What lines in the records below include the word "graph"? Return each one.

[Opening DATA FOR ANALYSIS section]

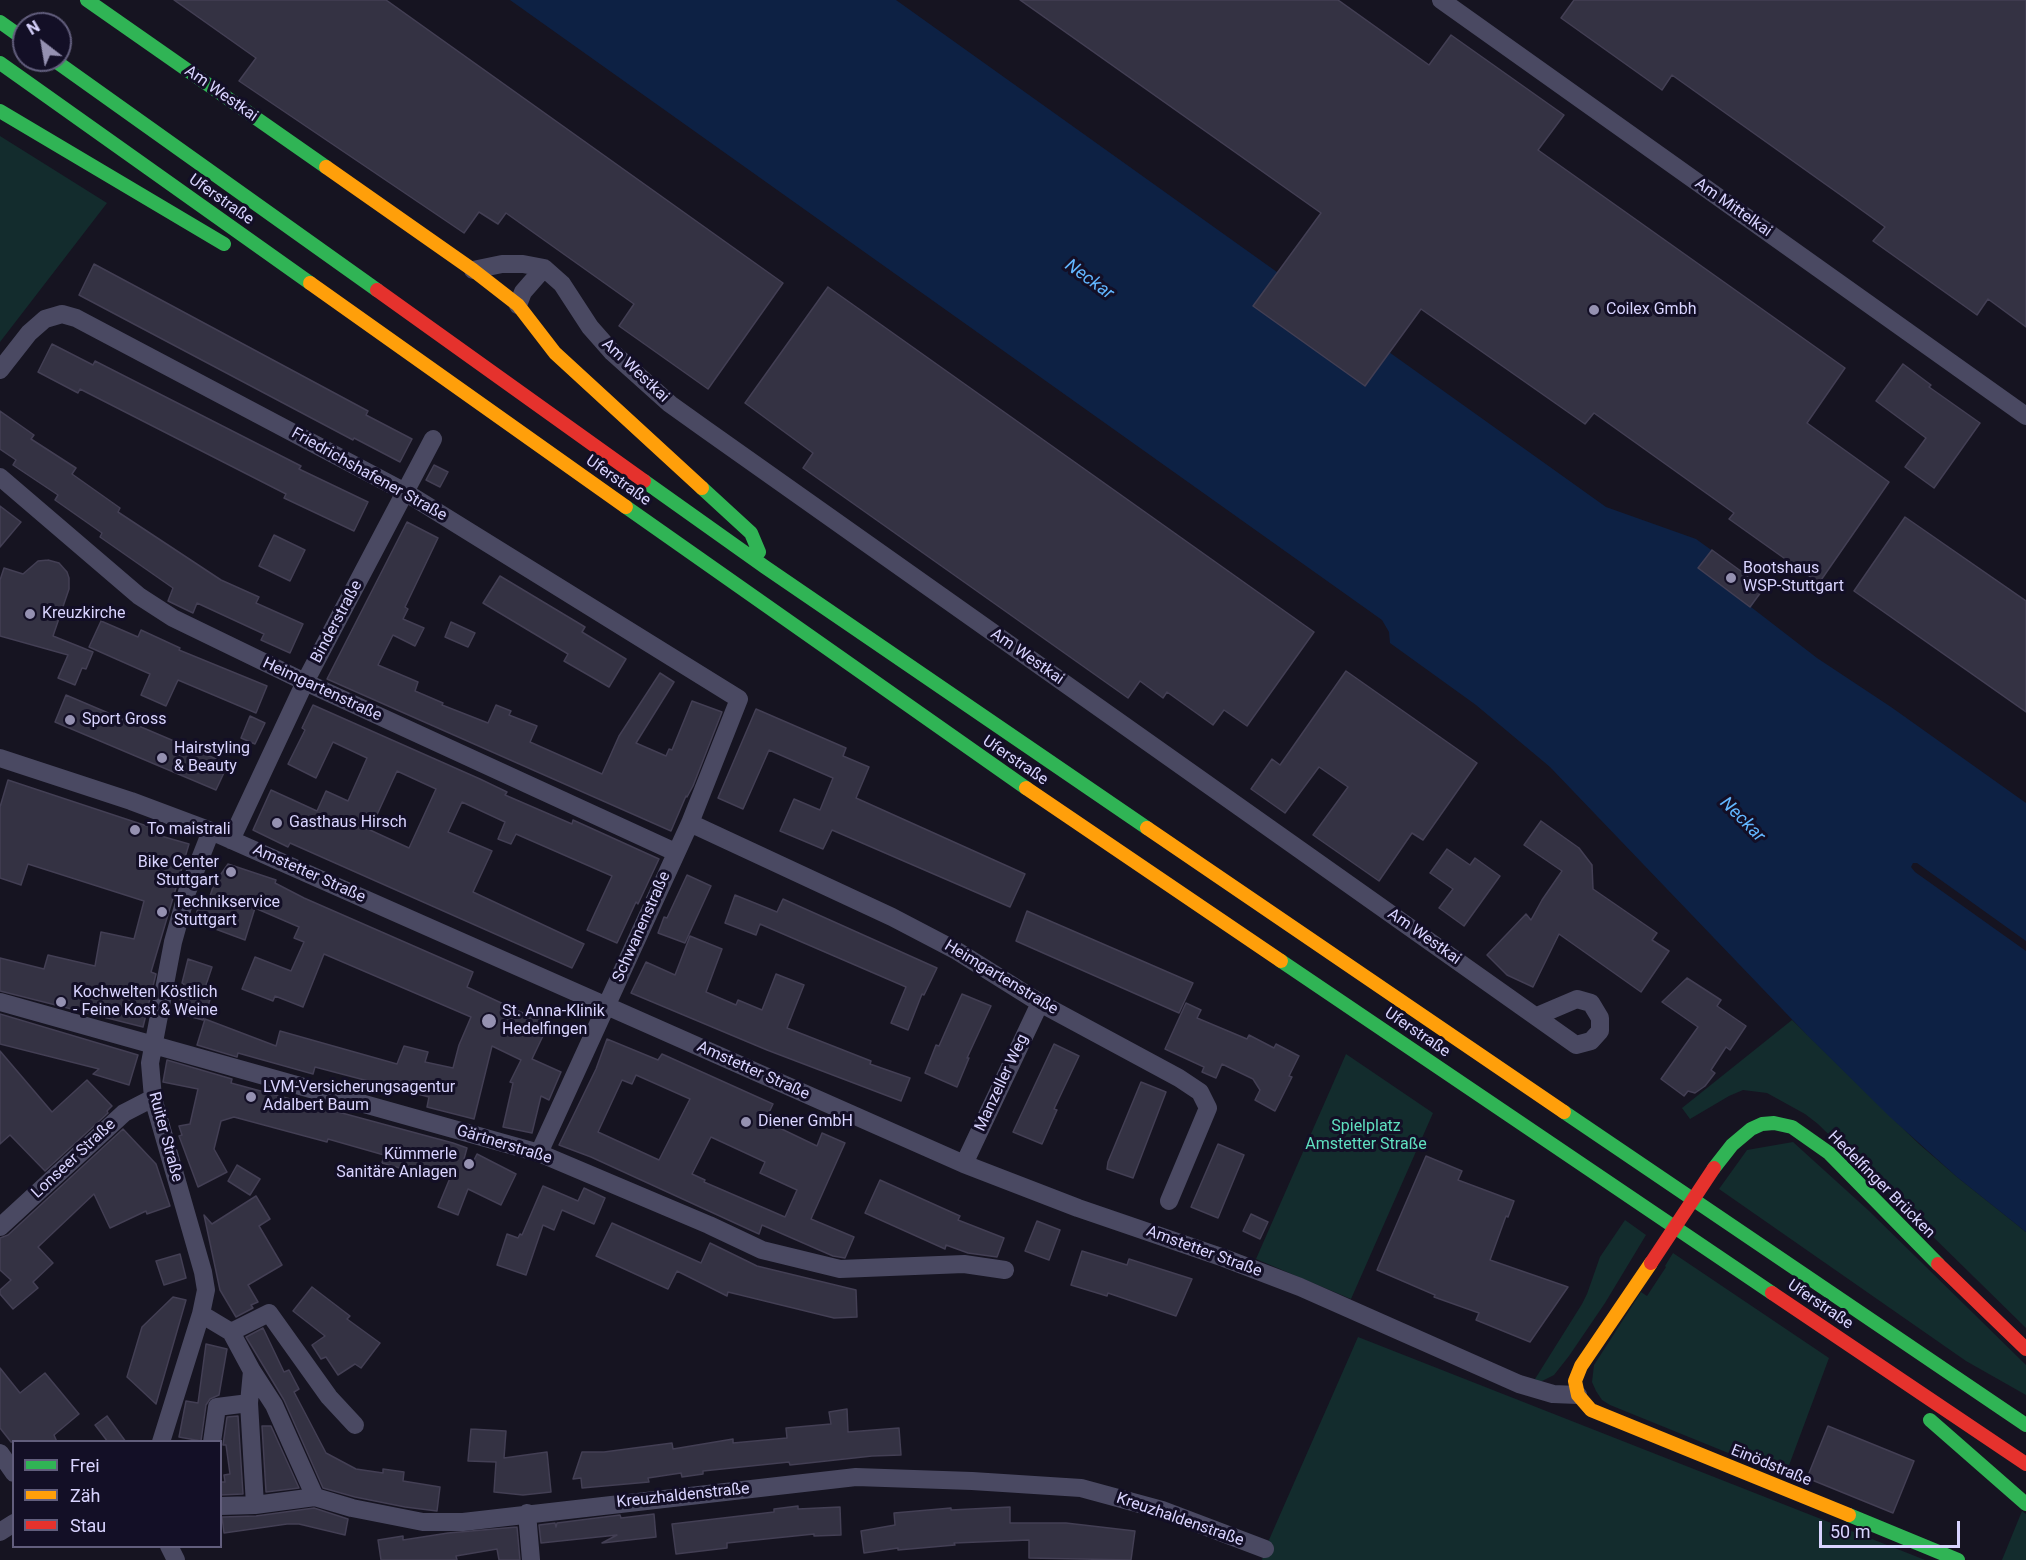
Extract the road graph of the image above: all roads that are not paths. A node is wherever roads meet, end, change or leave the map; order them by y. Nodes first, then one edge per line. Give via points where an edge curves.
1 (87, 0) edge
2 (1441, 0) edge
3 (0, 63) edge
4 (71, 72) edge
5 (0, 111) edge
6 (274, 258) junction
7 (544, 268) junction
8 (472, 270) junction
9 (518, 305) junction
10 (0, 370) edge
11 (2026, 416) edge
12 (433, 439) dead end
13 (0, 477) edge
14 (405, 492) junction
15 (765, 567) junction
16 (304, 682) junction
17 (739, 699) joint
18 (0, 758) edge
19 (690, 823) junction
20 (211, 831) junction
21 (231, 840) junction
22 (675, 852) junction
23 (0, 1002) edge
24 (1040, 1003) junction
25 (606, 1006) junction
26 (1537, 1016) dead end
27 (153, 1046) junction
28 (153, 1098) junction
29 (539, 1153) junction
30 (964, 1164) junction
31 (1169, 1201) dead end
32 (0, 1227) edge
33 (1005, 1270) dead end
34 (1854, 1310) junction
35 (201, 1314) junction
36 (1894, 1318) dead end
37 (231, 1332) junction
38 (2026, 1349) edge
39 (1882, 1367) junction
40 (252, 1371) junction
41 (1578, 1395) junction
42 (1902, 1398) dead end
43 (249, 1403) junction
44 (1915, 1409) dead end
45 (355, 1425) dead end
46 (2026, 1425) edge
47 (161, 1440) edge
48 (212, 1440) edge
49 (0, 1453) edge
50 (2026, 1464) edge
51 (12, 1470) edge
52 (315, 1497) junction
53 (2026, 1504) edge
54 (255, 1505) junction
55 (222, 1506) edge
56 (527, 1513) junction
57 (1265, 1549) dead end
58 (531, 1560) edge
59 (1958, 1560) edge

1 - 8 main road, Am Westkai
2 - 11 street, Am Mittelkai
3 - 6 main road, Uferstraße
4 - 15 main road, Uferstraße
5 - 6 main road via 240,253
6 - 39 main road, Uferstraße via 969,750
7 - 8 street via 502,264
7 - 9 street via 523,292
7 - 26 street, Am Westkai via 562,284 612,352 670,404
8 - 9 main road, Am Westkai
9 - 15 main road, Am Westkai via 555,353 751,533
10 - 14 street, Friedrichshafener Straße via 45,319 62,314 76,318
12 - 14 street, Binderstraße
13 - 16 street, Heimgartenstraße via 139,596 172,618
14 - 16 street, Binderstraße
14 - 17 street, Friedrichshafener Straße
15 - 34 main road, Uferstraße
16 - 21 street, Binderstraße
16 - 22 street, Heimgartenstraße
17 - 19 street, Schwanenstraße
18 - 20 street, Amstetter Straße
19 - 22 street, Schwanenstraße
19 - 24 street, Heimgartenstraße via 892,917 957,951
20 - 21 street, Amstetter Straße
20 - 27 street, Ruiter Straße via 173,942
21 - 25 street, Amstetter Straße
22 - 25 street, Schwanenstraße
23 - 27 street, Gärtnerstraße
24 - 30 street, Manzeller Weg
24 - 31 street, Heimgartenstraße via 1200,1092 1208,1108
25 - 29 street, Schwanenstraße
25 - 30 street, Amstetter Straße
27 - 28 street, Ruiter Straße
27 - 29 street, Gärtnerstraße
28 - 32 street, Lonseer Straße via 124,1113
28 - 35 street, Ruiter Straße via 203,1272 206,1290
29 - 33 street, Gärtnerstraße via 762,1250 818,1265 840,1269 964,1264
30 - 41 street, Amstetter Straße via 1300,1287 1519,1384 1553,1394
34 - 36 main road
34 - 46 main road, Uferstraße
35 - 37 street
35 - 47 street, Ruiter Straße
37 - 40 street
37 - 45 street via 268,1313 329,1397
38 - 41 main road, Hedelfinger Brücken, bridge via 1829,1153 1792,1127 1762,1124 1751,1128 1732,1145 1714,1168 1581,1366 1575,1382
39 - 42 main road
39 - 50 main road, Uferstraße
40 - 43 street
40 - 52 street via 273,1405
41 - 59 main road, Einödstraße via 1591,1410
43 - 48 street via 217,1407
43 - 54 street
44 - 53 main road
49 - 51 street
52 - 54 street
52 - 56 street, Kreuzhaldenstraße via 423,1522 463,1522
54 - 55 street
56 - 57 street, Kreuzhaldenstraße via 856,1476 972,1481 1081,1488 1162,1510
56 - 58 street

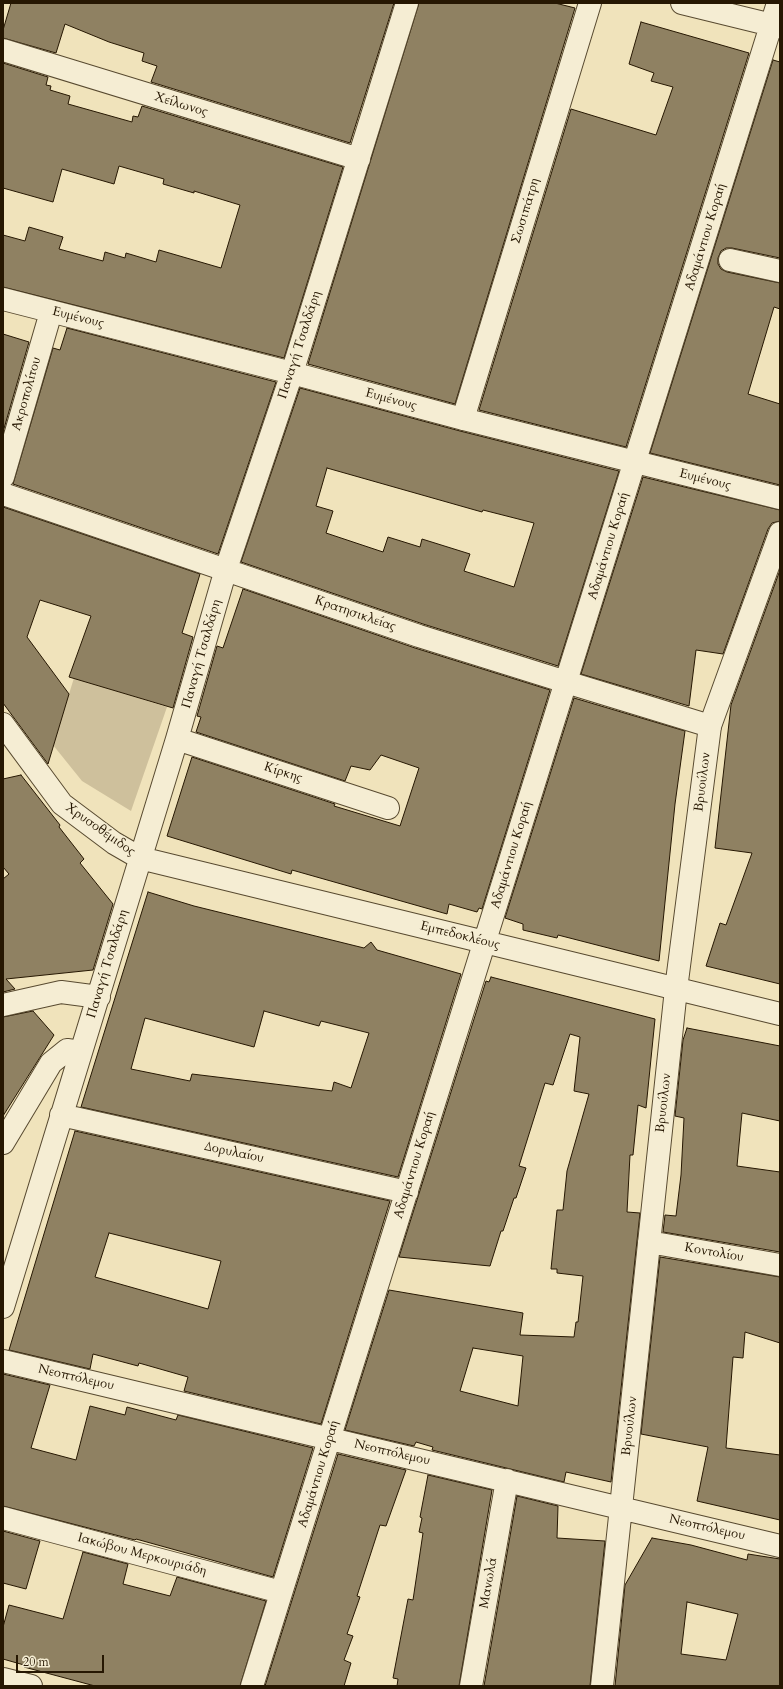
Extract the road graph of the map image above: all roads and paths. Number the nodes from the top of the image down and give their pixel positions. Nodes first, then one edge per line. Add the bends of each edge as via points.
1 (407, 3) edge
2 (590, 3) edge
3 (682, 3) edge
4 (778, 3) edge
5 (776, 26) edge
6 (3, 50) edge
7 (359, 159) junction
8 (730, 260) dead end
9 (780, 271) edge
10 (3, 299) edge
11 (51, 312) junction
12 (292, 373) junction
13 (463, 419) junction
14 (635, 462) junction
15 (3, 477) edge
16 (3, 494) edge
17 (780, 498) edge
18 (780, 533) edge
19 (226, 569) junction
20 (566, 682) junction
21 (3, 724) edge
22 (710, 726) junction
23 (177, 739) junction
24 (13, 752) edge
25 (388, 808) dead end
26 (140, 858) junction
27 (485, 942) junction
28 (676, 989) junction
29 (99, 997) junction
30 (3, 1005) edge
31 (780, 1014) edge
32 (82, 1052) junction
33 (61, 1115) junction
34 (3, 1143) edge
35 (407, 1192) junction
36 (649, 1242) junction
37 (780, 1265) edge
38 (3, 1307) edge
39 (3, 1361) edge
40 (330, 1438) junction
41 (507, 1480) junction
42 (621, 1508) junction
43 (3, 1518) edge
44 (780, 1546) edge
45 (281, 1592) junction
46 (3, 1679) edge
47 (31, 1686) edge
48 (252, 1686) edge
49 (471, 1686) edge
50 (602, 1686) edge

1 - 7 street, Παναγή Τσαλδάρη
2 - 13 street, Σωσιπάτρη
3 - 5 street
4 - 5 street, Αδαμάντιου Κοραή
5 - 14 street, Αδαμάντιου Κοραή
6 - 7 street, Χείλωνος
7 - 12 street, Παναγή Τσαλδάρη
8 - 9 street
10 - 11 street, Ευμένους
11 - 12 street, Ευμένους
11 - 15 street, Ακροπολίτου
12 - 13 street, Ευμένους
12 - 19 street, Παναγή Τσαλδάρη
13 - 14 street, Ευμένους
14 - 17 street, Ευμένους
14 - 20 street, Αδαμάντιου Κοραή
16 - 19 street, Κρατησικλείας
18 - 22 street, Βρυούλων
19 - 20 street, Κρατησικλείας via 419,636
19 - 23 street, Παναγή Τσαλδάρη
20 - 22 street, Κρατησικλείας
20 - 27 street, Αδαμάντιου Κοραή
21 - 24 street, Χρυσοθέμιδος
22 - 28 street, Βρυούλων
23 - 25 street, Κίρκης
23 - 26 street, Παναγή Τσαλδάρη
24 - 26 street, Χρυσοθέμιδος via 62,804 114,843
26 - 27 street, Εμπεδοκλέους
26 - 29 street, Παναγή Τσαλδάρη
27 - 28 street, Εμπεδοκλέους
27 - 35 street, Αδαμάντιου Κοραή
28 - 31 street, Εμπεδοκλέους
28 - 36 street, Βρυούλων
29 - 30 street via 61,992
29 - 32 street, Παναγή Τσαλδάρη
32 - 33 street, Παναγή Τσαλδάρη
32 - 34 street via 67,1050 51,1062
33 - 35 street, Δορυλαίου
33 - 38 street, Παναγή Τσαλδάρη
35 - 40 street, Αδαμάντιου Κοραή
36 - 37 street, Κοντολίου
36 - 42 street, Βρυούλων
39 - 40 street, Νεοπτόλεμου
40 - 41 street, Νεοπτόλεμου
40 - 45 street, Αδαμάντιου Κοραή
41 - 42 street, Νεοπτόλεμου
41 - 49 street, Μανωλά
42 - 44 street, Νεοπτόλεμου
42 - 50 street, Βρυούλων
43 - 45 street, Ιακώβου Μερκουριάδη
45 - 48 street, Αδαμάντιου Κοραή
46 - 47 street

[Closing DATA FOR ANALYSIS section]

RESPONSE AREA
Extract the road graph of the image above: all roads that are not paths. A node is wherever roads meet, end, change or leave the map; order them by y. Nodes first, then one edge per line. Give via points where an edge curves.
Extract the road graph of the map image above: all roads and paths. Number the nodes from the top of the image down and give their pixel positions. Nodes first, then one edge per line. Add the bends of each edge as via points.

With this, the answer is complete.